The problem of water is the most important component part of human lives, water will directly affect the development of national economy and society,
Various harm based on waste water from dyestuff, it is imperative to the processing of waste water from dyestuff.Waste water from dyestuff has complicated composition, water and water
The features such as qualitative changeization is big, high chroma, high salinity, poor biodegradability, is one of intractable industrial wastewater.Traditional processing side
Satisfied removal effect is often not achieved in method, in recent years Ozonation, deep oxidation under high temperature method, photocatalytic oxidation, ultrasound
The materializations technology such as wave edman degradation Edman continuously emerges, and the use of especially photocatalysis oxidation technique is concerned.Use is most universal at present
Photochemical catalyst be TiO2, but it is not high to solar energy utilization ratio.Therefore, it develops and the novel light of solar energy utilization ratio can be improved urges
Agent becomes new focus.
Perovskite composite oxide(ABO3)Light is had become with the crystal structure of its stabilization with good catalytic activity to urge
One of the hot spot in change field.After A and B ions metal ion similar in radius replace, catalytic activity can be improved by introducing
Point defect, and radical change does not occur for crystal form, but improve the catalytic activity of this type oxide.In recent years to ABO3And its
The research report of doping type compound photocatalytic degradation of dye waste water is more and more.
Hydrotalcite(LDHs)It is a kind of anion type laminated compound, main body is generally by the hydroxide structure of two kinds of metals
At, therefore also known as layered di-hydroxyl composite metal oxidate.The composition of hydrotalcite can be by different modes come modulation, interlayer
Anion can also be replaced by many other anion, the size of interlamellar spacing depend on interlayer anion and layer with it is cloudy from
The state of electrostatic interaction between son, modified hydrotalcite are commonly referred to as hydrotalcite-like materials.It is with hydrotalcite and houghite
The catalyst of carrier or Component Vectors has many researchs.

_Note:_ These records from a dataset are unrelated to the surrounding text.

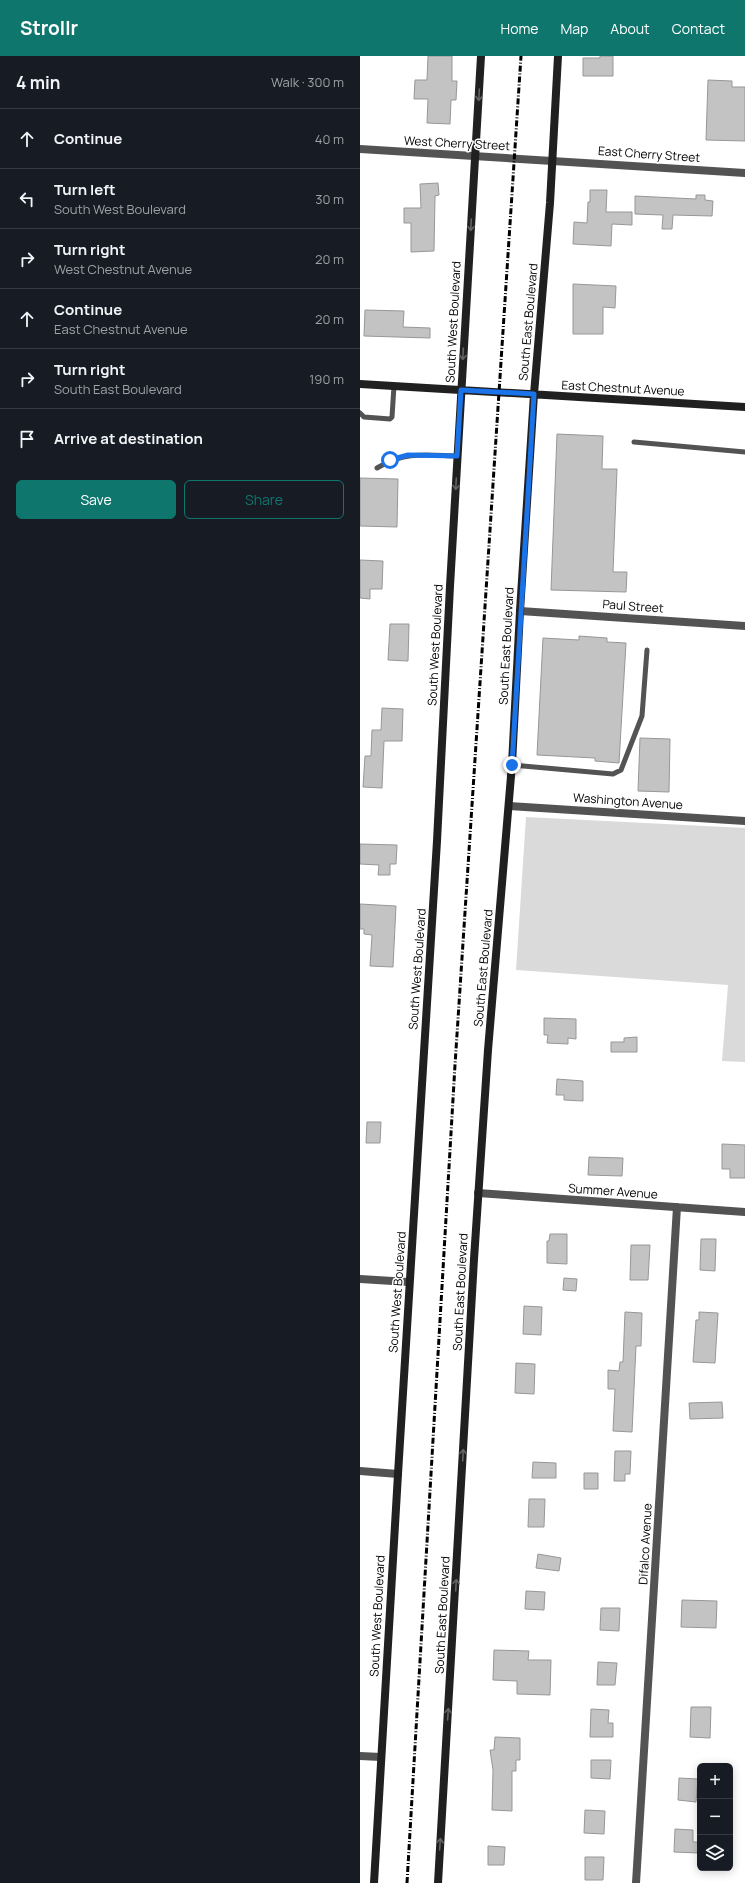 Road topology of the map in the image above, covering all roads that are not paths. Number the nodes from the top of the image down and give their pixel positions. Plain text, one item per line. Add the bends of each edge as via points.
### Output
1 (481, 56) edge
2 (558, 56) edge
3 (360, 150) edge
4 (475, 156) junction
5 (552, 160) junction
6 (745, 173) edge
7 (360, 384) edge
8 (394, 386) junction
9 (461, 390) junction
10 (534, 394) junction
11 (745, 407) edge
12 (360, 413) edge
13 (634, 442) dead end
14 (745, 452) edge
15 (457, 456) junction
16 (377, 468) dead end
17 (520, 611) junction
18 (745, 626) edge
19 (647, 650) dead end
20 (512, 765) junction
21 (508, 806) junction
22 (745, 821) edge
23 (478, 1193) junction
24 (677, 1207) junction
25 (745, 1212) edge
26 (360, 1279) edge
27 (409, 1282) junction
28 (360, 1472) edge
29 (398, 1474) junction
30 (360, 1756) edge
31 (381, 1757) junction
32 (374, 1883) edge
33 (438, 1883) edge
34 (636, 1883) edge

1 -> 4 main road, South West Boulevard
2 - 5 main road, South East Boulevard
3 - 4 street, West Cherry Street
4 - 5 street, West Cherry Street
4 -> 9 main road, South West Boulevard
5 - 6 street, East Cherry Street
5 - 10 main road, South East Boulevard
7 - 8 main road, East Chestnut Avenue
8 - 9 main road, East Chestnut Avenue
8 - 12 lane via 390,419 364,417
9 - 10 main road, East Chestnut Avenue
9 - 15 main road, South West Boulevard
10 - 11 main road, East Chestnut Avenue
10 - 17 main road, South East Boulevard
13 - 14 lane
15 - 16 lane via 408,455 390,460
15 -> 27 main road, South West Boulevard via 437,841
17 - 18 street, Paul Street
17 - 20 main road, South East Boulevard
19 - 20 lane via 642,716 621,770 613,774
20 - 21 main road, South East Boulevard
21 - 22 street, Washington Avenue
21 - 23 main road, South East Boulevard
23 - 24 street, Summer Avenue
33 -> 23 main road, South East Boulevard
24 - 25 street, Summer Avenue
24 - 34 street, Difalco Avenue
26 - 27 street
27 - 29 main road, South West Boulevard
28 - 29 street
29 - 31 main road, South West Boulevard
30 - 31 street
31 - 32 main road, South West Boulevard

Ionic liquid refers to the liquid containing ion.They are liquid salt, need not be dissolved in solvent.In general, when one
Kind of salt is in the presence of being in liquid form for 100 DEG C or less, just referred to as ionic liquid.Alkyl imidazole, pyridine, ammonium and phosphonium ion are
Typical cation.The size and symmetry of ion can prevent from forming stronger crystal lattices, that is to say, that only only small amounts of
Thermal energy can overcome lattice energy, and can destroy its solid crystal structure.Existing ionic liquid can enhance catalyst at present
The active research of photolysis water hydrogen, but by ionic liquid loaded in being used to prepare with excellent photocatalytic degradation on suitable carrier
The catalyst of waste water from dyestuff is then rarely reported.
Invention content
In order to overcome the disadvantages of the above prior art, the purpose of the present invention is to provide a kind of catalysis of degradation of dye waste water
Agent, preparation method and its treatment process, dyestuff therein of being degraded by the way of visible light catalytic, the photochemical catalyst used for
The perovskite of Ionic Liquid Modified wraps up houghite photochemical catalyst.
The treatment process of the Visible Light Induced Photocatalytic waste water from dyestuff, includes the following steps:
A certain amount of waste water from dyestuff is taken, particulate matter therein, wherein a concentration of 5mg/L~20mg/ of dyestuff are removed by flocculation
L is added the perovskite package houghite photochemical catalyst of a certain amount of Ionic Liquid Modified, ultrasound point is carried out under half-light thereto
Dissipate 30min so that Catalyst Adsorption is complete, and room temperature visible light is then carried out under the xenon source of 400-600W filtering ultraviolet light
The amount ratio of catalysis reaction 0.5-3h, the photochemical catalyst and waste water from dyestuff is 20~40g:100L, xenon lamp are useless with the dyestuff
The liquid level distance of water is 18cm~22cm, completes the degradation to dyestuff.
The dyestuff is one or more in Congo red, acid red A or Acid Red G.
The perovskite of the Ionic Liquid Modified wraps up houghite catalyst with the perovskite packet with photocatalytic activity
It is substrate to wrap up in houghite, and modification can improve substrate to visible light utilization efficiency and can improve the ion of its photocatalytic activity
Liquid, the ionic liquid are -3 aminopropyl hexafluorophosphate of 1- methyl.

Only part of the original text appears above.